Politics, politics, politics, lists and another view of old London

John Rentoul
Tuesday 09 June 2015 09:19 BST
Comments

1. Another of Sir William Davenant’s wonderful views of old London. Here is the London Hospital, Whitechapel, in an open landscape as it appeared c1760. I think the church to the right is the white chapel, St Mary’s Matfelon, although its location is quite wrong: it should be further to the right, behind the hill, and aligned with the front of the hospital (it was destroyed in the Second World War and the site is now Altab Ali Park).

2. Boris Johnson wrote brilliantly in the Telegraph yesterday about how the Conservatives should press their advantage while their opponents are in disarray. Who else would say that Labour’s troops are in flight, “mattresses and chicken coops strapped to the roofs of their cars”, or that the Tory party should not let its “tank engines sit gently pinking in the sun”?
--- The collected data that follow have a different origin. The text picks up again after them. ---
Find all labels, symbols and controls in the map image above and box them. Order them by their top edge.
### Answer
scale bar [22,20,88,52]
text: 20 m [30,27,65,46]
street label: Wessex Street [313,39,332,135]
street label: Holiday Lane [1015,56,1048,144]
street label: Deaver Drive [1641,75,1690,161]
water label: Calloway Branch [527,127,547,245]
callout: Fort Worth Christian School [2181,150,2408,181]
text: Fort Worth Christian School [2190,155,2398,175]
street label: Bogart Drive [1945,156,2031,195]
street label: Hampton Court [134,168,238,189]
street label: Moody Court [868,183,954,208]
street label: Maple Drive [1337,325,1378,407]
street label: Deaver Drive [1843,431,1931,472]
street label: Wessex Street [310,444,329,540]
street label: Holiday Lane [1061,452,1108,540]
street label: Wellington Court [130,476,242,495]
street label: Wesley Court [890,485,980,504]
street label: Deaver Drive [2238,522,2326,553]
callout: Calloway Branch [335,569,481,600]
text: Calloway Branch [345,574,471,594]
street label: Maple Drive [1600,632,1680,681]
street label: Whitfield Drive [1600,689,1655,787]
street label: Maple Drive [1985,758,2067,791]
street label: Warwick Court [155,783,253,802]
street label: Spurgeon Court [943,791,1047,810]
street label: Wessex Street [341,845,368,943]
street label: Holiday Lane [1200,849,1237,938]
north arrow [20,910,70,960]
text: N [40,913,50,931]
But he also showed strategic grasp in urging the Tories to adopt the Living Wage as their policy. As it happens, I am a sceptic about the Living Wage, and am opposed to a dramatic rise in the minimum wage because that would, in the opinion of the independent Low Pay Commission, create unemployment. But you cannot help but admire Johnson’s determination to occupy the centre ground. It makes the Labour leadership election look even more like an irrelevant sideshow.

3. I am seeking nominations for the following Top 10s. Towns Everyone Has Heard Of But Can’t Place On A Map (starting with Newcastle-under-Lyme, which is near Stoke-on-Trent). Companies Whose Names You See Every Day But Never Notice (AATI, makes non-slip metal steps, and YKK, zips). Sequels Better Than The Originals (Mad Max, Evil Dead, Aliens). In the comments or to me on Twitter, please.
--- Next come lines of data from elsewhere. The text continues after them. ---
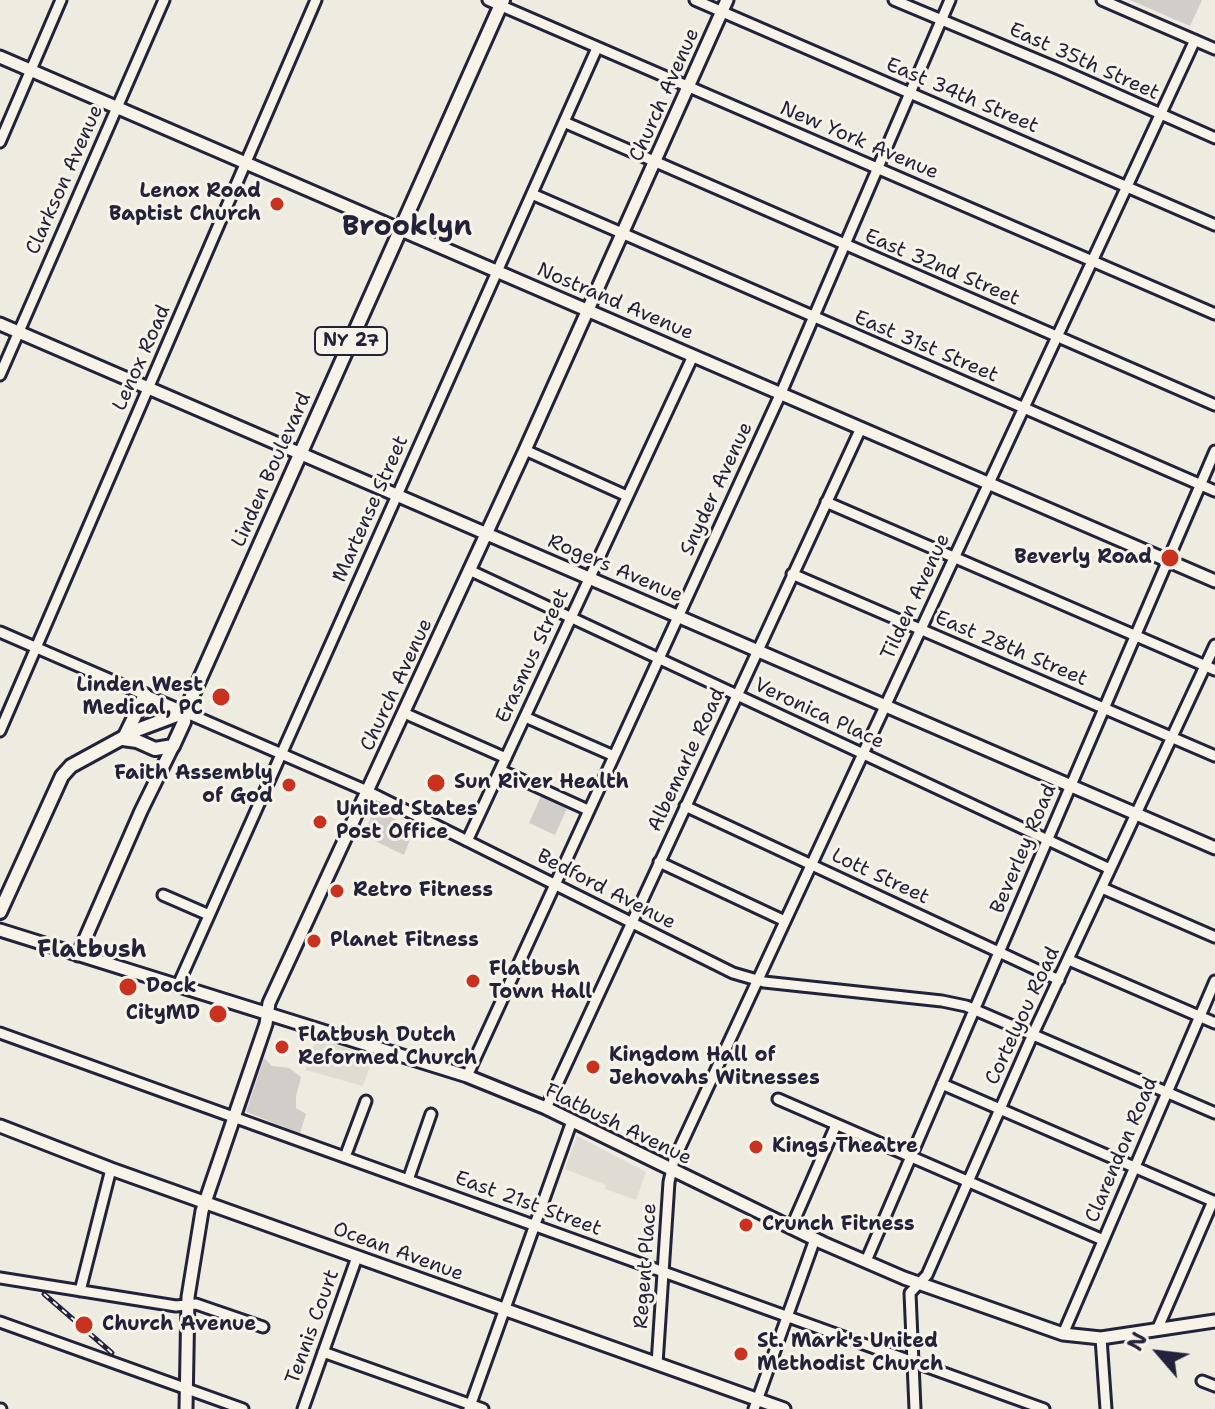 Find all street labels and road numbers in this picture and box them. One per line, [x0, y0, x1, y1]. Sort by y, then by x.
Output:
street label: East 35th Street [1005, 18, 1163, 106]
street label: Church Avenue [625, 25, 705, 165]
street label: East 34th Street [882, 53, 1042, 139]
street label: New York Avenue [776, 97, 942, 185]
street label: Clarkson Avenue [21, 101, 109, 259]
street label: East 32nd Street [861, 225, 1023, 311]
street label: Nostrand Avenue [533, 258, 697, 346]
street label: Lenox Road [108, 301, 176, 415]
street label: East 31st Street [850, 306, 1002, 388]
road number: NY 27 [315, 327, 387, 355]
street label: Linden Boulevard [227, 389, 317, 551]
street label: Snyder Avenue [676, 418, 758, 560]
street label: Martense Street [328, 432, 414, 586]
street label: Rogers Avenue [544, 530, 686, 608]
street label: Tilden Avenue [876, 530, 956, 664]
street label: Erasmus Street [491, 585, 575, 727]
street label: East 28th Street [931, 606, 1091, 692]
street label: Church Avenue [356, 615, 438, 755]
street label: Veronica Place [750, 673, 888, 755]
street label: Albemarle Road [643, 684, 731, 836]
street label: Beverley Road [986, 781, 1062, 917]
street label: Lott Street [827, 844, 933, 910]
street label: Bedford Avenue [533, 845, 679, 935]
street label: Cortelyou Road [981, 943, 1065, 1089]
street label: Clarendon Road [1081, 1074, 1163, 1226]
street label: Flatbush Avenue [541, 1079, 695, 1171]
street label: East 21st Street [452, 1166, 604, 1242]
street label: Regent Place [630, 1202, 662, 1330]
street label: Ocean Avenue [329, 1217, 467, 1287]
street label: Tennis Court [281, 1266, 345, 1388]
Talking of lists, my Listellany e-book is on special offer at the moment for just £1.80. That is less than the price of a big bag of posh crisps. Buy it now.
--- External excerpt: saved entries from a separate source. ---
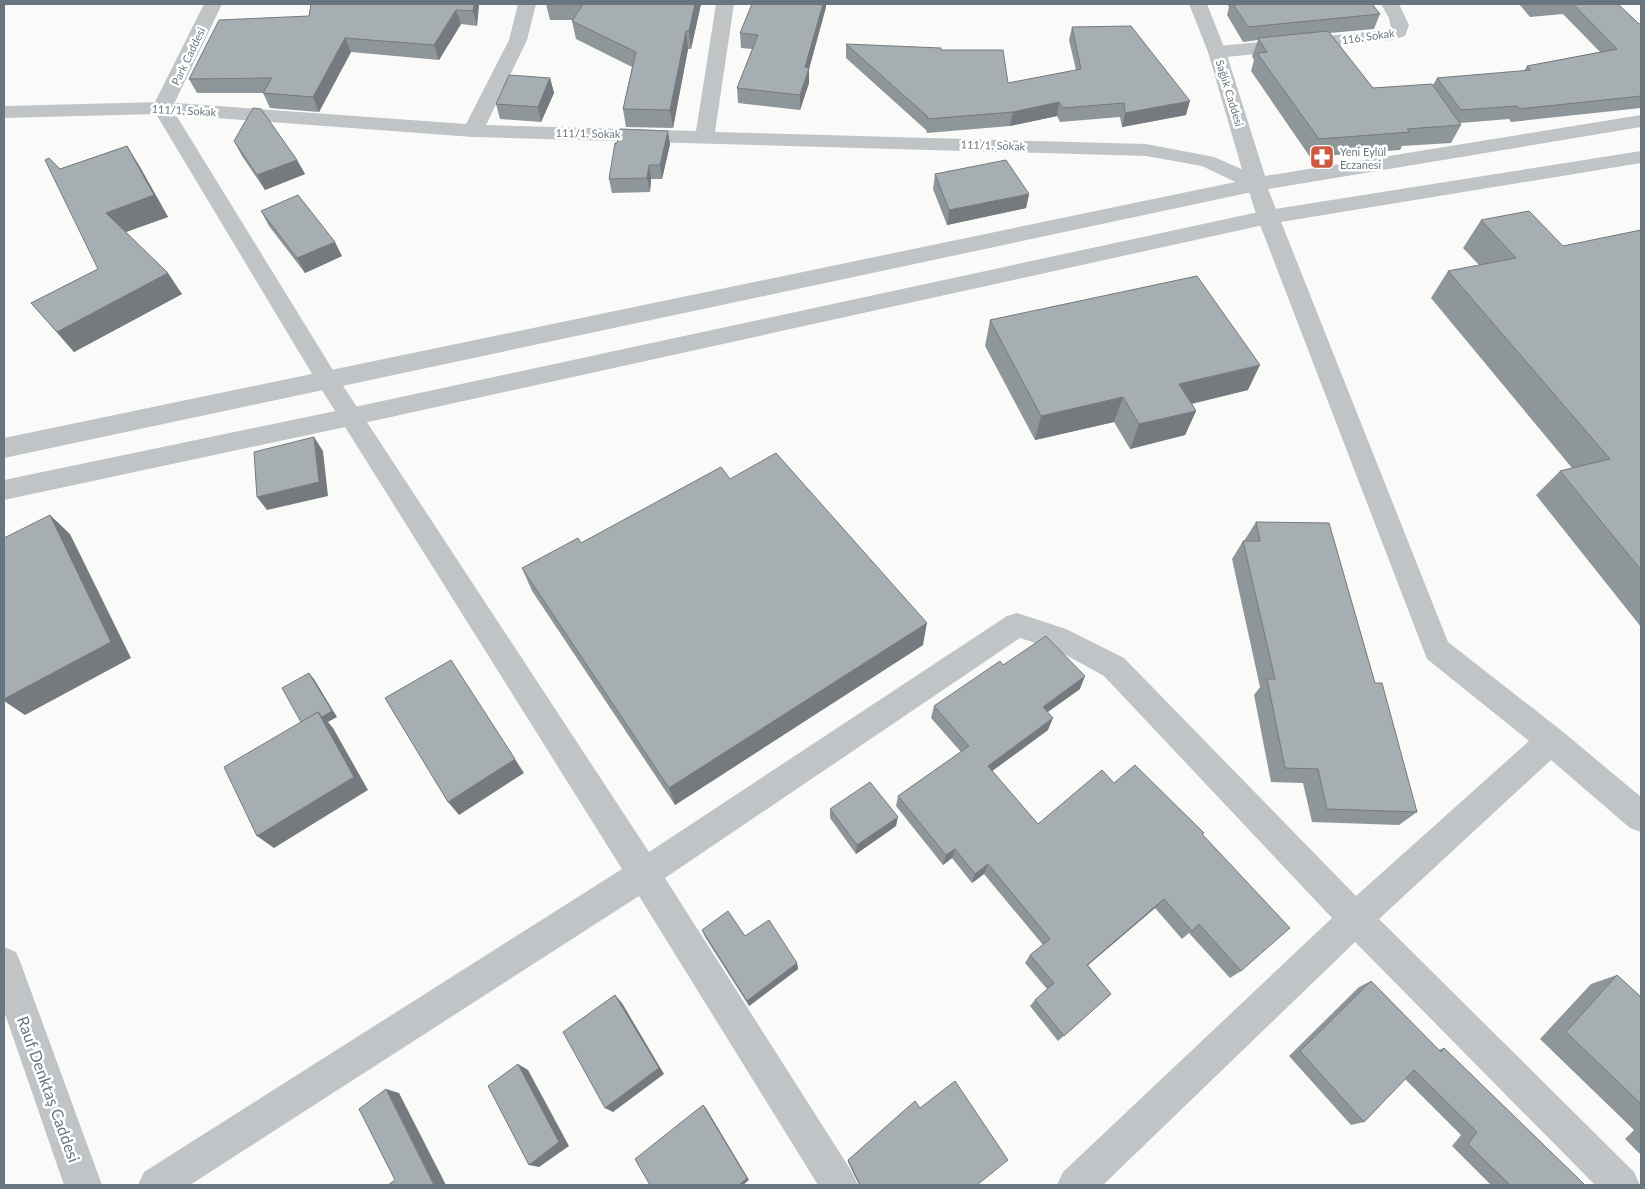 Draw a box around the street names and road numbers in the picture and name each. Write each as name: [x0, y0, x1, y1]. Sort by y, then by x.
street label: Park Caddesi: [168, 25, 208, 87]
street label: 116. Sokak: [1341, 26, 1396, 46]
street label: Sağlık Caddesi: [1214, 58, 1246, 128]
street label: 111/1. Sokak: [151, 102, 217, 118]
street label: 111/1. Sokak: [556, 126, 621, 140]
street label: 111/1. Sokak: [960, 137, 1026, 153]
street label: Rauf Denktaş Caddesi: [14, 1013, 84, 1165]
4. Thanks to Michael Walsh for reminding me of a column I wrote in 2012. I said that the usual pattern for the British part in European Union negotiations was “putting up with stuff that we don’t really like for the sake of being ‘in the room’ for the next round of talks about stuff that we don’t really like”.

David Cameron broke that pattern in December 2011, when he vetoed the fiscal compact. Now he is trying to break it again with his renegotiation of our terms of membership, but it feels very much as if we will end up putting up with largely cosmetic changes for the sake of staying at a top table at which we are not sure we want to be.

5. Alex Massie and Janan Ganesh are both worth reading on how the Europe business will play out. They both say it can only end badly for the Tories; Ganesh says the commentating classes have already overshot the trend line of Labour pessimism. That I agree with: the next election, like the last, is eminently winnable for Labour. But I think they are both wrong to assume that about one third of Tory backbenchers are resolute for EU exit. I think there are only about 20 hardcore Outers: the rest are persuadable or have already been persuaded.

6. And finally, thanks to Michael Rosen for this:

“A single grain of maize is a unicorn.”